Post by TyroSailor » Sun Jun 19, 2016 8:35 pm

The full list....

• Tom (the mechanic/engineer) to test the position of the engine with a mock-up thereof, then cut the bearers to fit the new one
• Remove the old exhaust system
[*]Fit electric bilge pump and float switch under where engine will go; wire up and test
• Tom to fit the new engine, secure it in place, connect all the pipes, electrics, controls, sensors etc. (a week’s work, he reckons!) I can do some of this.
• Fit new propeller and prop shaft with new Cutless bearing; connect it up, checking alignment very, very carefully
• Test engine, as far as possible while ashore
[*]Move batteries from starboard to port to be nearer engine electrics, switch panel and instruments.
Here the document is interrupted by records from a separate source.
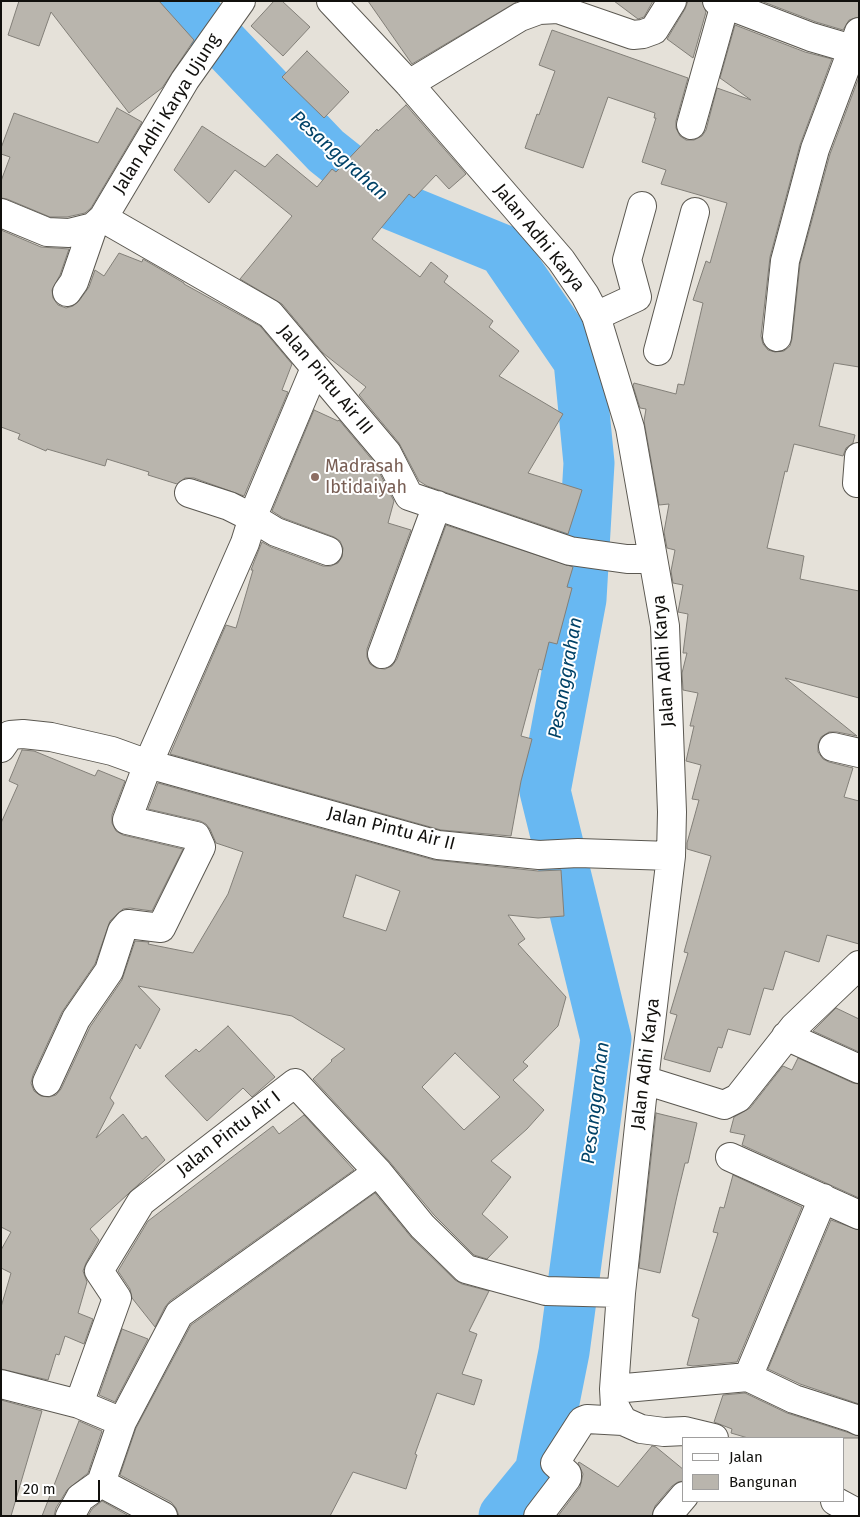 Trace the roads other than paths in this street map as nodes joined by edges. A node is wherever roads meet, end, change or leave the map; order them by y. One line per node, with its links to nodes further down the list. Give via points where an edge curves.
1 (331, 1): 6 (street, Jalan Adhi Karya)
2 (672, 1): 6 (street, via 654,30 633,35 558,9 539,10 520,17)
3 (721, 3): 5 (street, via 811,37); 7 (street)
4 (235, 10): 11 (street, Jalan Adhi Karya Ujung, via 185,80)
5 (856, 44): 16 (street, via 815,149 784,262)
6 (409, 84): 15 (street, Jalan Adhi Karya, via 561,260)
7 (691, 125)
8 (642, 206): 13 (street, via 627,260)
9 (695, 212): 14 (street)
10 (1, 213): 11 (street, via 47,232 69,233)
11 (98, 223): 12 (street, Jalan Adhi Karya Ujung); 18 (street, Jalan Pintu Air III, via 270,314)
12 (68, 292)
13 (637, 298): 14 (street); 15 (street)
14 (670, 308): 17 (street)
15 (596, 316): 23 (street, Jalan Adhi Karya, via 630,428)
16 (777, 337)
17 (658, 351)
18 (315, 368): 20 (street, Jalan Pintu Air III, via 387,453 409,496); 21 (street)
19 (189, 493): 21 (street)
20 (437, 505): 23 (street, Jalan Pintu Air III, via 570,551); 24 (street)
21 (253, 518): 22 (street, via 276,532); 26 (street)
22 (328, 551)
23 (640, 559): 27 (street, Jalan Adhi Karya, via 665,626)
24 (382, 654)
25 (1, 748): 26 (street, Jalan Pintu Air II, via 10,736 24,734 112,751)
26 (148, 764): 27 (street, Jalan Pintu Air II, via 438,844 539,854); 32 (street, via 127,820 196,836 201,847 161,928 128,924 122,931 108,971 76,1019)
27 (671, 856): 31 (street, Jalan Adhi Karya)
28 (859, 965): 29 (street)
29 (786, 1036): 30 (street); 31 (street, via 738,1098 724,1105)
30 (859, 1069)
31 (644, 1080): 37 (street, Jalan Adhi Karya)
32 (46, 1082)
33 (730, 1157): 35 (street)
34 (378, 1172): 37 (street, Jalan Pintu Air I, via 422,1226 466,1269 546,1291); 41 (street, Jalan Pintu Air I, via 296,1083 141,1202 98,1271 117,1298); 44 (street, via 179,1314)
35 (823, 1198): 36 (street); 38 (street)
36 (859, 1215)
37 (621, 1293): 40 (street, Jalan Adhi Karya)
38 (748, 1377): 40 (street); 43 (street, via 794,1399)
39 (1, 1384): 41 (street)
40 (614, 1389): 42 (street, Jalan Adhi Karya, via 615,1407)
41 (79, 1404): 44 (street)
42 (623, 1421): 45 (street, via 641,1429 685,1431); 52 (street, via 582,1421 555,1463 568,1474 567,1478)
43 (859, 1421)
44 (122, 1422): 46 (street)
45 (710, 1437)
46 (101, 1484): 50 (street, via 80,1498); 51 (street)
47 (682, 1498): 53 (street)
48 (837, 1502): 49 (street)
49 (859, 1514)
50 (70, 1516)
51 (164, 1516)
52 (538, 1516)
53 (666, 1516) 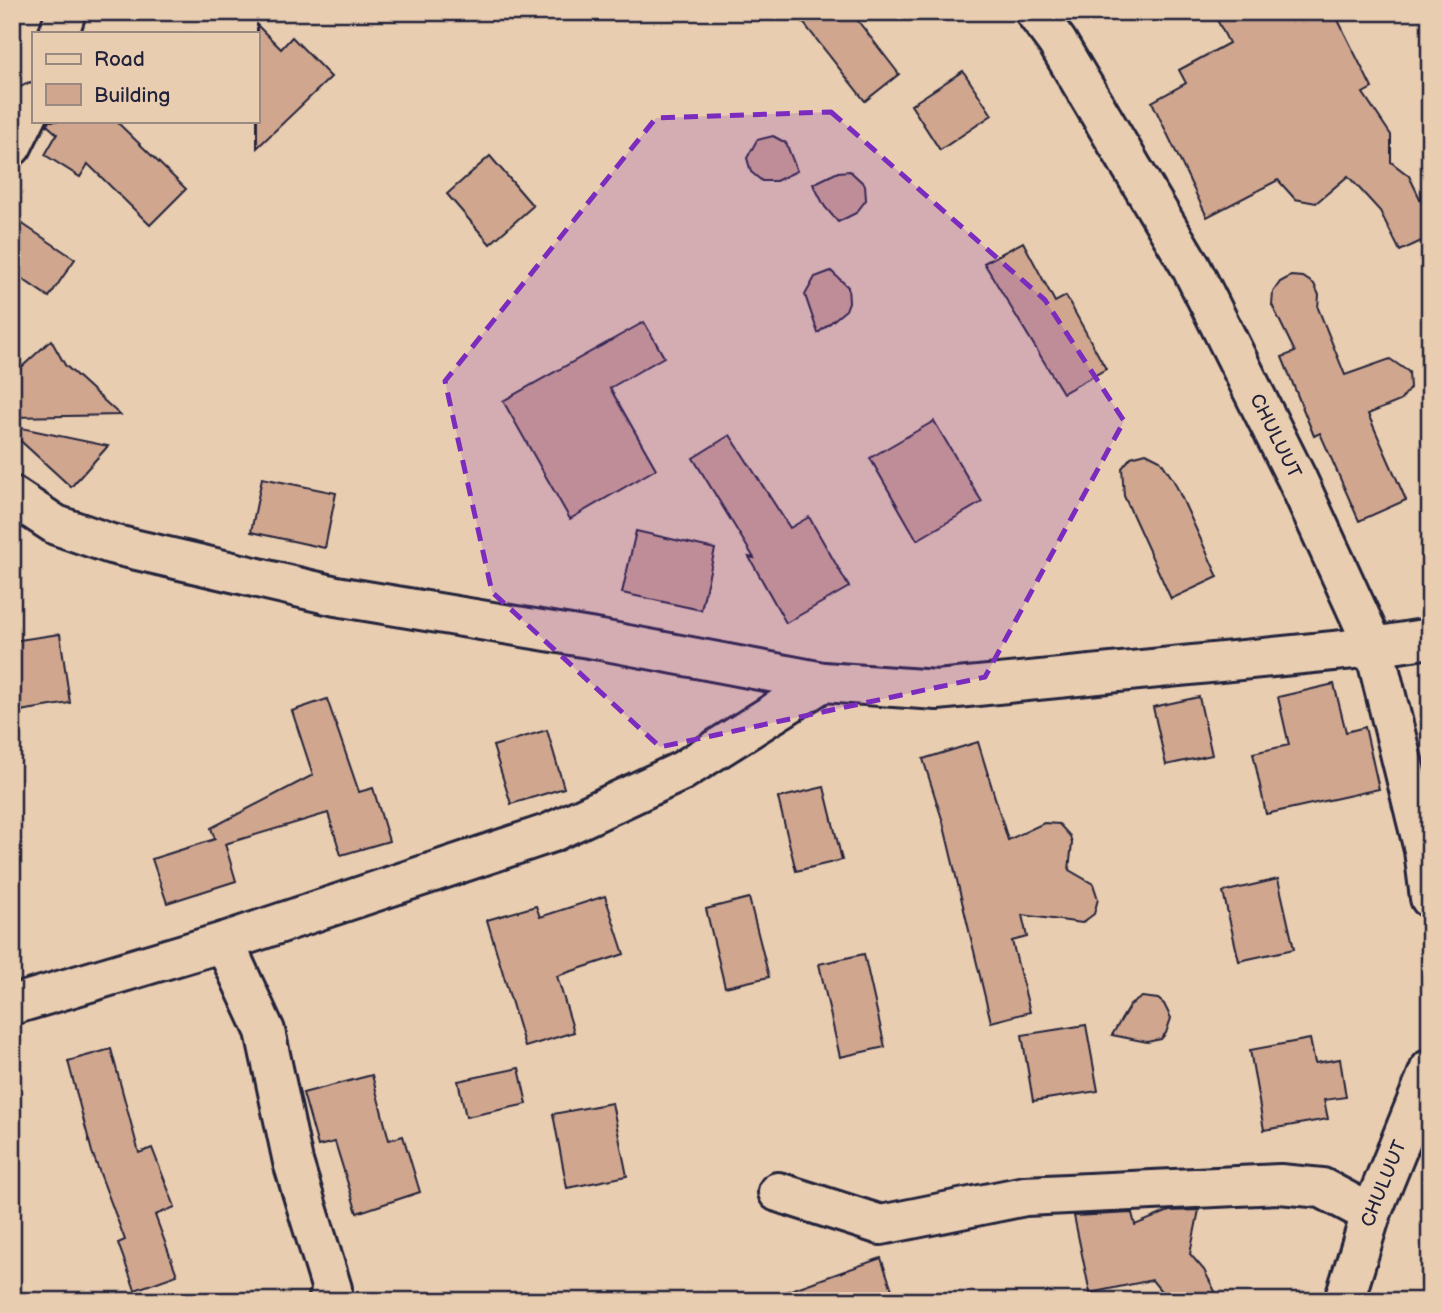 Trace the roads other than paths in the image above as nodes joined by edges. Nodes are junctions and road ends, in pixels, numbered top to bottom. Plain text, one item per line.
1 (1035, 12) edge
2 (32, 105) edge
3 (12, 146) edge
4 (12, 496) edge
5 (1430, 638) edge
6 (1374, 647) junction
7 (822, 682) junction
8 (1430, 898) edge
9 (224, 942) junction
10 (12, 1004) edge
11 (1430, 1069) edge
12 (778, 1192) dead end
13 (1371, 1214) junction
14 (328, 1301) edge
15 (1344, 1301) edge

1 - 6 street, CHULUUT
2 - 3 street
4 - 7 street
5 - 6 street
6 - 7 street
6 - 8 street, CHULUUT
7 - 9 street
9 - 10 street
9 - 14 street
11 - 13 street, CHULUUT
12 - 13 street
13 - 15 street, CHULUUT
Build up locker floor to support and hold them in place (in their boxes) (engine battery moved and main wiring adjusted. Sort of.)
• Find and buy appropriate new tricolour, anchor and ‘masthead’ lights and appropriate cable; remove old ones; fit, connect and test new ones, including threading the cable along 10m of mast. This requires getting the caps off probably both ends of the mast, which are held on by stainless steel bolts, corroded into the aluminium mast and/or plugs. These now bought, although I might have changed my mind... Test.
• Replace side and stern lights & test
• Attach new rigging wires to mast and adjust length as necessary
• Assemble (and cut to length where necessary) new roller-furling mechanism and attach to forestay
• Possibly get jib altered to fit new roller-furler
• Buy and attach extra block to masthead to take spare/spinnaker halyard
• Reeve new spare/spinnaker halyard and topping lift
• Reattach lazy-jack lines
• Hoist mast back onto boat
• Raise mast and coarsely adjust rigging temporarily. Re-check engine alignment.
• Connect new lights and test them again
• Sand the paintwork on the bottom and rudder and prepare for anti-fouling
• Lightly rub down paintwork on topsides and touch up/recoat where necessary
• Paint bottom, keels and rudder with antifouling
• Paint new propeller, if considered necessary
• Thoroughly scrub deck & superstructure; repair gel coat where necessary
• Repaint non-slip areas on deck
• Buy & fit jackstays
• Refit heads valves
• Fit new sacrificial anode(s)
• Launch
• Check for leaks and hope we don’t have to come out again; motor round to berth.
• Re-check engine alignment
• Test engine and propeller; run to charge batteries
• Find and cure leaks in deck, lockers etc.
• Refit dodgers, mainsail trough, mainsail & jib with all lines
• Secure everything for sea
• Dragoon someone into crewing and carry out initial sea trials
• Repeat until satisfied
• Motor gently round to Gosport to get rigger to do fine adjustments to rigging
• Re-check engine alignment
• Clean all round[/size]

Then I can go sailing.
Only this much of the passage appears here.